Saved entries:
··········

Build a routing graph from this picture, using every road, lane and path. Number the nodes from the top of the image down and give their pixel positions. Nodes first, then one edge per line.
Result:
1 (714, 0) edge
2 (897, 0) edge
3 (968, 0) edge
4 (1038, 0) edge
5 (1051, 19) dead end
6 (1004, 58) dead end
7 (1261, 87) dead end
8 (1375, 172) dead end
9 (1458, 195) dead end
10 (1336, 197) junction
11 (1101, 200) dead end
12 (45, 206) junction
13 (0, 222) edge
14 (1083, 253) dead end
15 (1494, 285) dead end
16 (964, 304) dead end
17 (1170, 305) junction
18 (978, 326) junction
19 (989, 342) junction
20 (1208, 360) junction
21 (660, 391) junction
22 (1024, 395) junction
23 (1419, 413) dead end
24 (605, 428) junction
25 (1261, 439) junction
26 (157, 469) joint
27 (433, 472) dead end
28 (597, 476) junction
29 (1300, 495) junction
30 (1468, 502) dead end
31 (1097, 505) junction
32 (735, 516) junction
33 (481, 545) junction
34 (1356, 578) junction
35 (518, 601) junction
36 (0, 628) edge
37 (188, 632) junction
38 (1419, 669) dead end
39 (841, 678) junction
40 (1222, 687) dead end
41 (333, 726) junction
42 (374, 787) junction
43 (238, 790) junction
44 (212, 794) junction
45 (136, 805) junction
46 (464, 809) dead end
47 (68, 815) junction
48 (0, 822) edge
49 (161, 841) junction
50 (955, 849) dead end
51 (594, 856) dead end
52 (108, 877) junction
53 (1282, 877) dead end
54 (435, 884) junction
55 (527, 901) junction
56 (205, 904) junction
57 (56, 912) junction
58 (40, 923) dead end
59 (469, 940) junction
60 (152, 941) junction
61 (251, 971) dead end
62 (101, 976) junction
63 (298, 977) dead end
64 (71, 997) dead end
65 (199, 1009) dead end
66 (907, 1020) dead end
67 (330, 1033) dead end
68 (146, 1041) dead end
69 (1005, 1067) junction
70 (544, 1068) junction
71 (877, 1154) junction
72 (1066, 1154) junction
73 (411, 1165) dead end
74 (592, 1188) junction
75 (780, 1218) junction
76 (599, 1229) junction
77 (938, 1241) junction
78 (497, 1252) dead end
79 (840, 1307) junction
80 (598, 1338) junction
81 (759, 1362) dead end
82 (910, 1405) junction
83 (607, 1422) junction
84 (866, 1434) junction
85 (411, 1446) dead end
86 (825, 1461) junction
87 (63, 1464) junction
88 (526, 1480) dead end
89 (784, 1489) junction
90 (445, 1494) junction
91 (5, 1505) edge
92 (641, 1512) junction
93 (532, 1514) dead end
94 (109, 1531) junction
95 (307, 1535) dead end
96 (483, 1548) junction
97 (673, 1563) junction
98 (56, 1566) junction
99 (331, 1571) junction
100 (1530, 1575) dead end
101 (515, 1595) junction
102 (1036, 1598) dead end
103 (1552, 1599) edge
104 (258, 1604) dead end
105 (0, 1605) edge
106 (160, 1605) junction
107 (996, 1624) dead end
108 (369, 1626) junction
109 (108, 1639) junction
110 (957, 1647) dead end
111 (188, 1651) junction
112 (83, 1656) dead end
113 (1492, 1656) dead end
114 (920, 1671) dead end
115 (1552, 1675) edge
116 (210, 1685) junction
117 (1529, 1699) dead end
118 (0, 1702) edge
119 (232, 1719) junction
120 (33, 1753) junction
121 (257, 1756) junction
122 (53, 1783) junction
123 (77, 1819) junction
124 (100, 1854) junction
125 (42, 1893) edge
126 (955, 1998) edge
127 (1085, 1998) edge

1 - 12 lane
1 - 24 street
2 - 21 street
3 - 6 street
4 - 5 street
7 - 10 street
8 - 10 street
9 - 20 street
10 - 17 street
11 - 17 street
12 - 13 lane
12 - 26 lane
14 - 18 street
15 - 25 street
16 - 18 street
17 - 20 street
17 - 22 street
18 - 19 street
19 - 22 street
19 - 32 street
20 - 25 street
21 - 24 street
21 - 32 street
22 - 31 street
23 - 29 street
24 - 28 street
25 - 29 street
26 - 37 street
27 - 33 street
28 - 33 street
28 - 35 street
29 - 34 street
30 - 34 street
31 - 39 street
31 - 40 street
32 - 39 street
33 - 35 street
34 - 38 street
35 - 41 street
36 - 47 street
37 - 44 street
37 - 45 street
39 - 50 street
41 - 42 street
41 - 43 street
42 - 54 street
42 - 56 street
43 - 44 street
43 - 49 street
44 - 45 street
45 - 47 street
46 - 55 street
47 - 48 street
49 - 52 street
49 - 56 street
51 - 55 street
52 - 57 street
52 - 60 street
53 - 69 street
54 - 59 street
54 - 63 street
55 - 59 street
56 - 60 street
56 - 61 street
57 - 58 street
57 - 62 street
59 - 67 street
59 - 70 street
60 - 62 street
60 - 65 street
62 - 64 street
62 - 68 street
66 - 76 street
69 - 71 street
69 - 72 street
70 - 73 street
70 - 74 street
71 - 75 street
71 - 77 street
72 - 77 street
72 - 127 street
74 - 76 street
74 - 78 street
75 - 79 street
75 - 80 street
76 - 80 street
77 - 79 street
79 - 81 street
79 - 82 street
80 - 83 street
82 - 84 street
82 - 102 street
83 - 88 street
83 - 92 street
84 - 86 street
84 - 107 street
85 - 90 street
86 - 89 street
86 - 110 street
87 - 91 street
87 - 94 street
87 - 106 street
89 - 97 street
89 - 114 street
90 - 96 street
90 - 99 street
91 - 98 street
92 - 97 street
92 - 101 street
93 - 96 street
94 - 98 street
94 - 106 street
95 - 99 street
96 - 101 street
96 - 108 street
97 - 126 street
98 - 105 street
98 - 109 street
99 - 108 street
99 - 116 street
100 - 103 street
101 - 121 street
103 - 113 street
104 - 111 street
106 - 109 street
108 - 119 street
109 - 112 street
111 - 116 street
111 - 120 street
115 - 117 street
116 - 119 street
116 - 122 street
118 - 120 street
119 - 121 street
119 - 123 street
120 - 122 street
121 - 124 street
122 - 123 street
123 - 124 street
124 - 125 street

··········

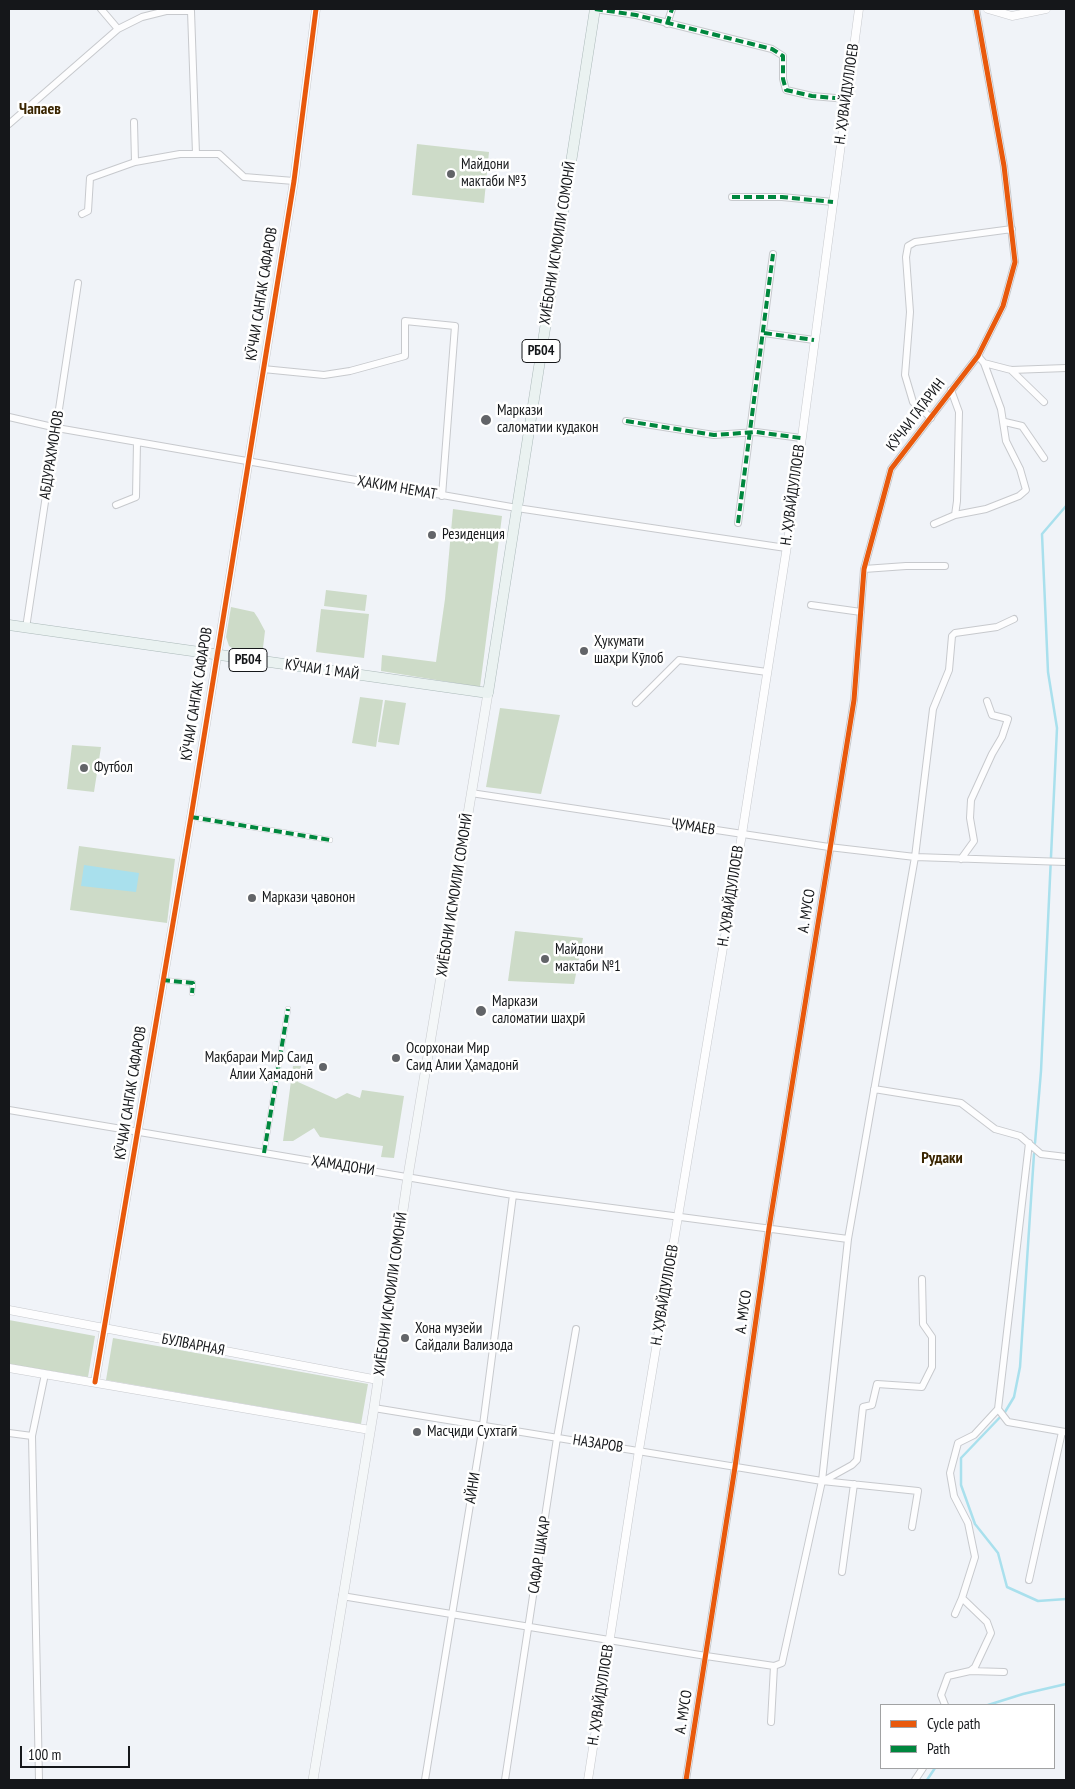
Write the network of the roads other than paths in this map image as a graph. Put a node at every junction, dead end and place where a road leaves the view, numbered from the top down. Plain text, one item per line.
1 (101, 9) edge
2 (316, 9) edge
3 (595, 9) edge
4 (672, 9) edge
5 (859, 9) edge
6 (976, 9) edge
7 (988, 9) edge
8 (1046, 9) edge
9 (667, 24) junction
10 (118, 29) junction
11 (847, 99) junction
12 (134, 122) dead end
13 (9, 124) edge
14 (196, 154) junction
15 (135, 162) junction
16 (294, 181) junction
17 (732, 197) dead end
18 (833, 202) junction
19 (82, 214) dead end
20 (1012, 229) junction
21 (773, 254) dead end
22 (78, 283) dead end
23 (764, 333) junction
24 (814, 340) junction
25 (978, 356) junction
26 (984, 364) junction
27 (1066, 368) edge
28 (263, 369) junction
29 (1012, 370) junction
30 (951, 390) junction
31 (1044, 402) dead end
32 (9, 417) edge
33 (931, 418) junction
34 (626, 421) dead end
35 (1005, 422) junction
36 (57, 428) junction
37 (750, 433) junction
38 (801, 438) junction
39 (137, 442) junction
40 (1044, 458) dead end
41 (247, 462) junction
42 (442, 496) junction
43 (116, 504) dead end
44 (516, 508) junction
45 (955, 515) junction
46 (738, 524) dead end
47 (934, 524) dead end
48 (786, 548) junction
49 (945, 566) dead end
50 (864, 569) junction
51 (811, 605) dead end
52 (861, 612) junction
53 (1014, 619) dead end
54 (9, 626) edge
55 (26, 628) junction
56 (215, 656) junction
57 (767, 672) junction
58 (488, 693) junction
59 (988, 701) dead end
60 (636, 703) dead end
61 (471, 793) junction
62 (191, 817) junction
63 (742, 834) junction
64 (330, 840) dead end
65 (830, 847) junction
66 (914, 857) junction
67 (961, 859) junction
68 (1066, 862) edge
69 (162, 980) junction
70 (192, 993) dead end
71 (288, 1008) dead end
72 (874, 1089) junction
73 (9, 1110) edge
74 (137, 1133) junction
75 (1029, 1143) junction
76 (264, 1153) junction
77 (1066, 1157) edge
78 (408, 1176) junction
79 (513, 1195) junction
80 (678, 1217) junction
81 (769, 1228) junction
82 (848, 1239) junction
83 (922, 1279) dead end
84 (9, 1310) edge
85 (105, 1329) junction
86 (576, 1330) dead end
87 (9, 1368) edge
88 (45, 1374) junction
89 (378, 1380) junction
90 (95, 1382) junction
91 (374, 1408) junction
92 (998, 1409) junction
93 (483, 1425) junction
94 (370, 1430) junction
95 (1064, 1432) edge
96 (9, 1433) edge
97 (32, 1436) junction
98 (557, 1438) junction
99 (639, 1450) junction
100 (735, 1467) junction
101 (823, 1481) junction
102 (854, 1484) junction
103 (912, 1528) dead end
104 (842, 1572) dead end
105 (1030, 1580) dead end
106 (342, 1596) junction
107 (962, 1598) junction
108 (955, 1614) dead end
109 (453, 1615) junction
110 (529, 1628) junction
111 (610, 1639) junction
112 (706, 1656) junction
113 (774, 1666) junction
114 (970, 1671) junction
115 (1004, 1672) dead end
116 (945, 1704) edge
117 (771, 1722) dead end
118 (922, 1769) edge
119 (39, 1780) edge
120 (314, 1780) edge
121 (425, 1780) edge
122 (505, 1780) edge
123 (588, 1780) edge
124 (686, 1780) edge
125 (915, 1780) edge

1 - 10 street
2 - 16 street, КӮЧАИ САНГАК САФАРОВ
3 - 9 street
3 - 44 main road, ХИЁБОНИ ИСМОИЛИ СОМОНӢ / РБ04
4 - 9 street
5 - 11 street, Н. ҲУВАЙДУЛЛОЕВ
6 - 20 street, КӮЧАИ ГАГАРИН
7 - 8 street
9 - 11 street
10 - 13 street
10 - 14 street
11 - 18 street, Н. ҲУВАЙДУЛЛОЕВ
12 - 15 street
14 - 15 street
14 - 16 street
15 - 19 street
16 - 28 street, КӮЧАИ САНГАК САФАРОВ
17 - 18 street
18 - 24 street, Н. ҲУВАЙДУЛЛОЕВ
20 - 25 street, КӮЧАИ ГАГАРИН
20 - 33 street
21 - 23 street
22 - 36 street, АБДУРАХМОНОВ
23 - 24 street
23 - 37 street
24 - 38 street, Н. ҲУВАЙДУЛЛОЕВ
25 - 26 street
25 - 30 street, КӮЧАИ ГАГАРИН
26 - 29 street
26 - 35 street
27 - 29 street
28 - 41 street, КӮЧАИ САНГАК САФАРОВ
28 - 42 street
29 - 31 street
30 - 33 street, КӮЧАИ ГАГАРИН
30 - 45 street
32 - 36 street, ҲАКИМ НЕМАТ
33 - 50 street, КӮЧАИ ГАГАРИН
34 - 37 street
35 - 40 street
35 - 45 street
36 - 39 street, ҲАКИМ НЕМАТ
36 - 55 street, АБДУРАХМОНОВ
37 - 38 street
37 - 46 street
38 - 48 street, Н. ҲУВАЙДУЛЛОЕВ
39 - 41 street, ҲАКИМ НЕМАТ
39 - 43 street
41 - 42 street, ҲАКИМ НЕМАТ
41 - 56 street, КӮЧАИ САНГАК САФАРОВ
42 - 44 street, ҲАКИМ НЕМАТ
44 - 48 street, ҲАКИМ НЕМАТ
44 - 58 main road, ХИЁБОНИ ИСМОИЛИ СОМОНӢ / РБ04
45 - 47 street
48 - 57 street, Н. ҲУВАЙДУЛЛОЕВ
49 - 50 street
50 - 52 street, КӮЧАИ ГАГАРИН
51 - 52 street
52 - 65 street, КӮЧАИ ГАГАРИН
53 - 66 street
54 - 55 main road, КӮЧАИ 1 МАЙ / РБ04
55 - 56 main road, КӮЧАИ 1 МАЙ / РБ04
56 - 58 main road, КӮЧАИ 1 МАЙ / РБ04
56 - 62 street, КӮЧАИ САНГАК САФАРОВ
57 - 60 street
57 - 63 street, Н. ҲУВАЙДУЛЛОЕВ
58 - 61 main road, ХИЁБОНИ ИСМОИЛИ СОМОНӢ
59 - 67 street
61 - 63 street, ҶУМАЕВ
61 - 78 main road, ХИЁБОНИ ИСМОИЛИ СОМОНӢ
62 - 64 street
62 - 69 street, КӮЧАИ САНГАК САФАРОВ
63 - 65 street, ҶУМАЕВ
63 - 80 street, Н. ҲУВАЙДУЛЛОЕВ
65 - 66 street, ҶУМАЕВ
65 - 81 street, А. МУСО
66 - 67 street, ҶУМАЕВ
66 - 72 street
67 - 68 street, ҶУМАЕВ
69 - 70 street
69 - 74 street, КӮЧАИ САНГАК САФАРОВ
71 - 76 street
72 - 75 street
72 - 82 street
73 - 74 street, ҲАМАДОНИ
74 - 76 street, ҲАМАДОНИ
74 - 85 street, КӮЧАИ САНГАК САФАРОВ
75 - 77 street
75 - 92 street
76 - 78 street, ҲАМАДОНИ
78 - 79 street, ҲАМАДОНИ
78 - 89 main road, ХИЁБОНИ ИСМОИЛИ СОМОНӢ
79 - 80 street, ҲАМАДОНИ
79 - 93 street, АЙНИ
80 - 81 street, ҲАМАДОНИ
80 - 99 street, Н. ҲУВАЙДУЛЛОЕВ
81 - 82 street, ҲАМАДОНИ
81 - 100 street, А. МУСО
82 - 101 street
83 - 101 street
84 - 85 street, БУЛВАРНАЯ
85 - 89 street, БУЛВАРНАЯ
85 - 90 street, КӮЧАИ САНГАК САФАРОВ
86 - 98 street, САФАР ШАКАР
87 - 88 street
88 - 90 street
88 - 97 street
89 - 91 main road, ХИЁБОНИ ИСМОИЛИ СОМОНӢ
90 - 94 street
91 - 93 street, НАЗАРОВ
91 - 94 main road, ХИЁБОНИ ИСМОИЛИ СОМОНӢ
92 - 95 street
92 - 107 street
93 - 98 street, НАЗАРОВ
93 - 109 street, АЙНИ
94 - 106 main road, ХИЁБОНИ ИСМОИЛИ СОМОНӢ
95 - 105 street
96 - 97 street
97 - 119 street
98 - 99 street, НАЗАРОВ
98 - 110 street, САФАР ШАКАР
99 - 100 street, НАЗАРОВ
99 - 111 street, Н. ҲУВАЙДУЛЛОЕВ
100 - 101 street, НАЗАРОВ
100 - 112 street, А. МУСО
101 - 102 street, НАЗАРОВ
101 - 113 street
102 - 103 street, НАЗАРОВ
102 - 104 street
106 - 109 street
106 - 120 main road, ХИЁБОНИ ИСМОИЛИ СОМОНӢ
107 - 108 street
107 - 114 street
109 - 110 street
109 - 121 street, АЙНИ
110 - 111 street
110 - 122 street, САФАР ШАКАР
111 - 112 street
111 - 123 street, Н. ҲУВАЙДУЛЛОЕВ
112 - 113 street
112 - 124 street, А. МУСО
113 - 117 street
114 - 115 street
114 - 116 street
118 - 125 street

··········

Exercise >> Gather every line from the entries above where the word "БУЛВАРНАЯ" appears, and copy them.

Result for this task >>
84 - 85 street, БУЛВАРНАЯ
85 - 89 street, БУЛВАРНАЯ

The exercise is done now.